WHAT IS EXPECTED: Note each line of the entries that includes "options". Then copy those lines.

RAW DATA:

- - - - - - -

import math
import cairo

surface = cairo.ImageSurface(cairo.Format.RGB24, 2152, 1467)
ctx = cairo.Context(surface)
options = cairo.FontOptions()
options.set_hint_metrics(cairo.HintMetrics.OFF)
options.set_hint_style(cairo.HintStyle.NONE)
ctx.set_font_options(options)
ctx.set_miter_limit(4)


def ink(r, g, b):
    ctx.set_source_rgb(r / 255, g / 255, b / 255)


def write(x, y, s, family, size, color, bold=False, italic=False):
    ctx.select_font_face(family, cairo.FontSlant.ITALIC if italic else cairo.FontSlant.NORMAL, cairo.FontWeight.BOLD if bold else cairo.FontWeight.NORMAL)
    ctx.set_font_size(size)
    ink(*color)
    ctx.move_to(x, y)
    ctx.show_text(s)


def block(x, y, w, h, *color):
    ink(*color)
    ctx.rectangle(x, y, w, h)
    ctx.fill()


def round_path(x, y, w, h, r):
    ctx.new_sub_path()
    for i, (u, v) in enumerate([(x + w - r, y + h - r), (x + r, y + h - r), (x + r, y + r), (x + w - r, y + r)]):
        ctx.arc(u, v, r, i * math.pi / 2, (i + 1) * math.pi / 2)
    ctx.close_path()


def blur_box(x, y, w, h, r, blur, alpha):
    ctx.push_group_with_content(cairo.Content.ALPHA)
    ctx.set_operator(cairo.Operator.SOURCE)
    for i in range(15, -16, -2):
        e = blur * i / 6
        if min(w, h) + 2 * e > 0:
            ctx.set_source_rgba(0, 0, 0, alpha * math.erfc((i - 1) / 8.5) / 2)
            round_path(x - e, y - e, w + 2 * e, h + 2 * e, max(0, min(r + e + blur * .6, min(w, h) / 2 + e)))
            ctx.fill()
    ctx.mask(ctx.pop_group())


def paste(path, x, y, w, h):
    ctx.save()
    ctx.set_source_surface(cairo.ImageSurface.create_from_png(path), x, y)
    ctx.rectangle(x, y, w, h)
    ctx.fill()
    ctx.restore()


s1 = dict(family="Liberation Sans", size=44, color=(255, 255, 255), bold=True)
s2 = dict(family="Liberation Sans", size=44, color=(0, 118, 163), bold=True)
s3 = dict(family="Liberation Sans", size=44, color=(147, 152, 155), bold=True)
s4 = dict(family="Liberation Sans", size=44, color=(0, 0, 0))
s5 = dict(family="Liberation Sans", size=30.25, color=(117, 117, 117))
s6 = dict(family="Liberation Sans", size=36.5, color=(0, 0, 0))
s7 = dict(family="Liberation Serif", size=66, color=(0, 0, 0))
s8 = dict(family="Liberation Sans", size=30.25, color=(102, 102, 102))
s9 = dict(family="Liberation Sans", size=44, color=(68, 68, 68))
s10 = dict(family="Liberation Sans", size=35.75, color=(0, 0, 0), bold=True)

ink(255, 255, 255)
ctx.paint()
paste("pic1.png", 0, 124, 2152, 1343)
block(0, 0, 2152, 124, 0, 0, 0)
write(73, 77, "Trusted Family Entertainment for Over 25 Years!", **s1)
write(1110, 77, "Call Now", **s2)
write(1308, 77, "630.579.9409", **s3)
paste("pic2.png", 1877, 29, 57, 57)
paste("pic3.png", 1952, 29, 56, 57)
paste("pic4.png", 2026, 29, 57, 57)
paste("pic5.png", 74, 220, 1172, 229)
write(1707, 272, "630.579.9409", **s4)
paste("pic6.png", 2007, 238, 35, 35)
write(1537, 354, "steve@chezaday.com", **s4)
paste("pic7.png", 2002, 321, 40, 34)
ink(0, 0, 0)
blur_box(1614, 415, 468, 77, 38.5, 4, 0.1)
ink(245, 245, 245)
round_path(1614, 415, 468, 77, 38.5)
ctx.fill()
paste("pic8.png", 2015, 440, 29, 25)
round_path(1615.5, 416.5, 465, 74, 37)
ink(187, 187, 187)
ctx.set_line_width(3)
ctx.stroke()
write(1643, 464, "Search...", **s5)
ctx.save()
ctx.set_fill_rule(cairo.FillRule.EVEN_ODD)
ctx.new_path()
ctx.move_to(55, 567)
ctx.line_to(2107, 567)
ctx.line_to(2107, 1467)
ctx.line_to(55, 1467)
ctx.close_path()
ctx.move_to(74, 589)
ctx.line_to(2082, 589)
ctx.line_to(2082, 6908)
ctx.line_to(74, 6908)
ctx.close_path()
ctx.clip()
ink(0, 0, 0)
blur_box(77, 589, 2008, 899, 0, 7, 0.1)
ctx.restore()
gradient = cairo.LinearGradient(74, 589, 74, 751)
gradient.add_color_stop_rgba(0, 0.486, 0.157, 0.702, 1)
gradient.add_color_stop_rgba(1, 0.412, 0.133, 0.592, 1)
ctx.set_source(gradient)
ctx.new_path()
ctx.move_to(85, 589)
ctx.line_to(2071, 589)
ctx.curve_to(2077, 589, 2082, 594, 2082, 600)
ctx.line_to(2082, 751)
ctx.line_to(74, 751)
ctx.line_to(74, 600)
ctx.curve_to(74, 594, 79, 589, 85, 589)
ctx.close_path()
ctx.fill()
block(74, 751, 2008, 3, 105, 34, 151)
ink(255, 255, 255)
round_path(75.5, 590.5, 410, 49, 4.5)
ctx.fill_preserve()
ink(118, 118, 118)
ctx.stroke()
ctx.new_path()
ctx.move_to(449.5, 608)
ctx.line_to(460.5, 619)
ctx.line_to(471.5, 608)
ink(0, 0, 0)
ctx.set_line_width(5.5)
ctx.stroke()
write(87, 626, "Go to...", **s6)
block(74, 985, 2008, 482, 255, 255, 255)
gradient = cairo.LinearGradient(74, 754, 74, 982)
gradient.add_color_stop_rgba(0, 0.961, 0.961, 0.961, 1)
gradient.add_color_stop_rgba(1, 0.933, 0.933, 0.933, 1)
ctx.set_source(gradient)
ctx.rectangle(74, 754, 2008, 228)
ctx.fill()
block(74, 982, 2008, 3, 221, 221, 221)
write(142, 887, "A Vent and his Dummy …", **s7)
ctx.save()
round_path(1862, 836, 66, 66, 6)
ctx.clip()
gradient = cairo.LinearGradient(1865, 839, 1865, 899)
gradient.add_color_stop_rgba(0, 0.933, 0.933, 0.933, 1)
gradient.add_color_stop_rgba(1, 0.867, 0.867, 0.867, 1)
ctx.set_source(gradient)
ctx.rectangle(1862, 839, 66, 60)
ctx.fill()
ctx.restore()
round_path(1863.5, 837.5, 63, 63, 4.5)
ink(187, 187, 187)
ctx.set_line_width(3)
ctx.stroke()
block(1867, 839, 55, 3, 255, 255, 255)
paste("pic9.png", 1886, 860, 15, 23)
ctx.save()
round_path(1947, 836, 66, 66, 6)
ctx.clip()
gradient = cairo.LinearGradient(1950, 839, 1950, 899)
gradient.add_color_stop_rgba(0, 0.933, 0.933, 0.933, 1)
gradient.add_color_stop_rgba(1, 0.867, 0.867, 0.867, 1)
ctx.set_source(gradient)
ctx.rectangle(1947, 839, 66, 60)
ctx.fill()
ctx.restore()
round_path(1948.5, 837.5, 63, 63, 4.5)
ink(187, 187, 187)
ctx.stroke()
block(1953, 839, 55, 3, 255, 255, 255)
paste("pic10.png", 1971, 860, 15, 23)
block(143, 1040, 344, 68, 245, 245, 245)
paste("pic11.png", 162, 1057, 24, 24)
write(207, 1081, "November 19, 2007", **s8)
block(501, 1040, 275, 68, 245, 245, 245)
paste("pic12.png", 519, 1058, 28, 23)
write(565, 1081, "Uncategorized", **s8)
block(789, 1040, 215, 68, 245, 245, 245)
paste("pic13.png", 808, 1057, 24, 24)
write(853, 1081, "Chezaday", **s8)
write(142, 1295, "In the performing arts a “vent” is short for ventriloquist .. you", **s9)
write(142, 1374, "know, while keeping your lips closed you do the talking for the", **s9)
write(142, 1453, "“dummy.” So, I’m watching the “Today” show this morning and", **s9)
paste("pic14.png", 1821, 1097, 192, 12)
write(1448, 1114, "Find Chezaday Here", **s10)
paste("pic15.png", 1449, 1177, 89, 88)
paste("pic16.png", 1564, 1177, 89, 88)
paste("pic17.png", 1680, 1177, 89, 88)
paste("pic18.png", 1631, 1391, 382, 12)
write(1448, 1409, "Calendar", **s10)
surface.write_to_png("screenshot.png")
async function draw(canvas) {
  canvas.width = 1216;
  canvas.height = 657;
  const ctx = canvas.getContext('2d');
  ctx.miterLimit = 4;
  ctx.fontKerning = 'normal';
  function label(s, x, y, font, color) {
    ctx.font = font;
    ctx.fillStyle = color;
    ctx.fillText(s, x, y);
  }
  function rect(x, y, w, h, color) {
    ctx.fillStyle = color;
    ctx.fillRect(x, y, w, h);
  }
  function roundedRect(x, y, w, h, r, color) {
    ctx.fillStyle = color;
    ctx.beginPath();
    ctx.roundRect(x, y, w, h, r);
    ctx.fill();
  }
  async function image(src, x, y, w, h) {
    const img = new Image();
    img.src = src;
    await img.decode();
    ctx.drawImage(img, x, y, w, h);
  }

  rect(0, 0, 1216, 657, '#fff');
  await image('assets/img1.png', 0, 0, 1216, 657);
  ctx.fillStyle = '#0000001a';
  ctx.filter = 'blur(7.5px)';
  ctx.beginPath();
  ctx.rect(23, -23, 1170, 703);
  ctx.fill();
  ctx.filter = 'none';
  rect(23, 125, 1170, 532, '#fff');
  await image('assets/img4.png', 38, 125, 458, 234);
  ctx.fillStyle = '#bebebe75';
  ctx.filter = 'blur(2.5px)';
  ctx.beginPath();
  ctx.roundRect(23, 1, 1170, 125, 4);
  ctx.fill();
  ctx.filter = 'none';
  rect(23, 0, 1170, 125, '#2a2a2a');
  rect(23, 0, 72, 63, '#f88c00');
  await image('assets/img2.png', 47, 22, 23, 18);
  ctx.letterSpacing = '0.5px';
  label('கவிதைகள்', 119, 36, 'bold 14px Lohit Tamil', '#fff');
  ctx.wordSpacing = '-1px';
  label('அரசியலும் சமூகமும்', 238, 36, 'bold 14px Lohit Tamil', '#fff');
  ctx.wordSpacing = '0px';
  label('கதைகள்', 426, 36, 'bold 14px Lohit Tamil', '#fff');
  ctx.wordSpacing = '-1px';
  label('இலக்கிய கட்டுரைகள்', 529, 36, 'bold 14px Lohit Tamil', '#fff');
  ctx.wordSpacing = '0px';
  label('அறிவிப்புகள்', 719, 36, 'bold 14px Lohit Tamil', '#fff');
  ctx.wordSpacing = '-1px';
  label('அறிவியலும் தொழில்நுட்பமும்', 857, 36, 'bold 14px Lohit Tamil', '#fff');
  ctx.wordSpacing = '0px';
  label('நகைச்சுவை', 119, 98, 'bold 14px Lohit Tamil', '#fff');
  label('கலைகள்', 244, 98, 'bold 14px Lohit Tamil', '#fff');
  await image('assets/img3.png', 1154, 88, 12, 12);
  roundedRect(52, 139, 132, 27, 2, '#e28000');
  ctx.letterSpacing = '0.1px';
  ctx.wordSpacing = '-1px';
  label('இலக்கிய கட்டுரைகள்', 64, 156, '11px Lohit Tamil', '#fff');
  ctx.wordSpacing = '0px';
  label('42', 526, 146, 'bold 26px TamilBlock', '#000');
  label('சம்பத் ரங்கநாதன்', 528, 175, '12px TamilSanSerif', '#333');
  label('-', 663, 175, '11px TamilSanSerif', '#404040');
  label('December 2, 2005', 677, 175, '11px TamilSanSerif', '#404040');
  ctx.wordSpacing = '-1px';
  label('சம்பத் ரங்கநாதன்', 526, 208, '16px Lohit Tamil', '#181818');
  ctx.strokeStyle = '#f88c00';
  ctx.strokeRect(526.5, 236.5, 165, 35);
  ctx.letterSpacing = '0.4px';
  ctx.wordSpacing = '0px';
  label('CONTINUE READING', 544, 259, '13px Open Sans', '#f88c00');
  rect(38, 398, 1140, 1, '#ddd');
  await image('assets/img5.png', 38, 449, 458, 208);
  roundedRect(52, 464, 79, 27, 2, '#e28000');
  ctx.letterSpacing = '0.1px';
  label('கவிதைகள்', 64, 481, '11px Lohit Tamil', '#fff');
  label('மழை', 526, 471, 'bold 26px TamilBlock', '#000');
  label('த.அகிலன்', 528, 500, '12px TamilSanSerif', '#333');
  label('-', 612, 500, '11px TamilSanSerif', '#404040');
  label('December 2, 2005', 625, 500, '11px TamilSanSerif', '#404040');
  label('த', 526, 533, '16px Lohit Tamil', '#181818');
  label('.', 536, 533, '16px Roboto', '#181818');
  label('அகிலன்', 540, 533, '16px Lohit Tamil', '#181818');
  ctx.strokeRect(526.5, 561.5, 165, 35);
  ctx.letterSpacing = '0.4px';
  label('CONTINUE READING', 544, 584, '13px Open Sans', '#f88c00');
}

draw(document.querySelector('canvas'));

- - - - - - -

EXERCISE RESPONSE:
options = cairo.FontOptions()
options.set_hint_metrics(cairo.HintMetrics.OFF)
options.set_hint_style(cairo.HintStyle.NONE)
ctx.set_font_options(options)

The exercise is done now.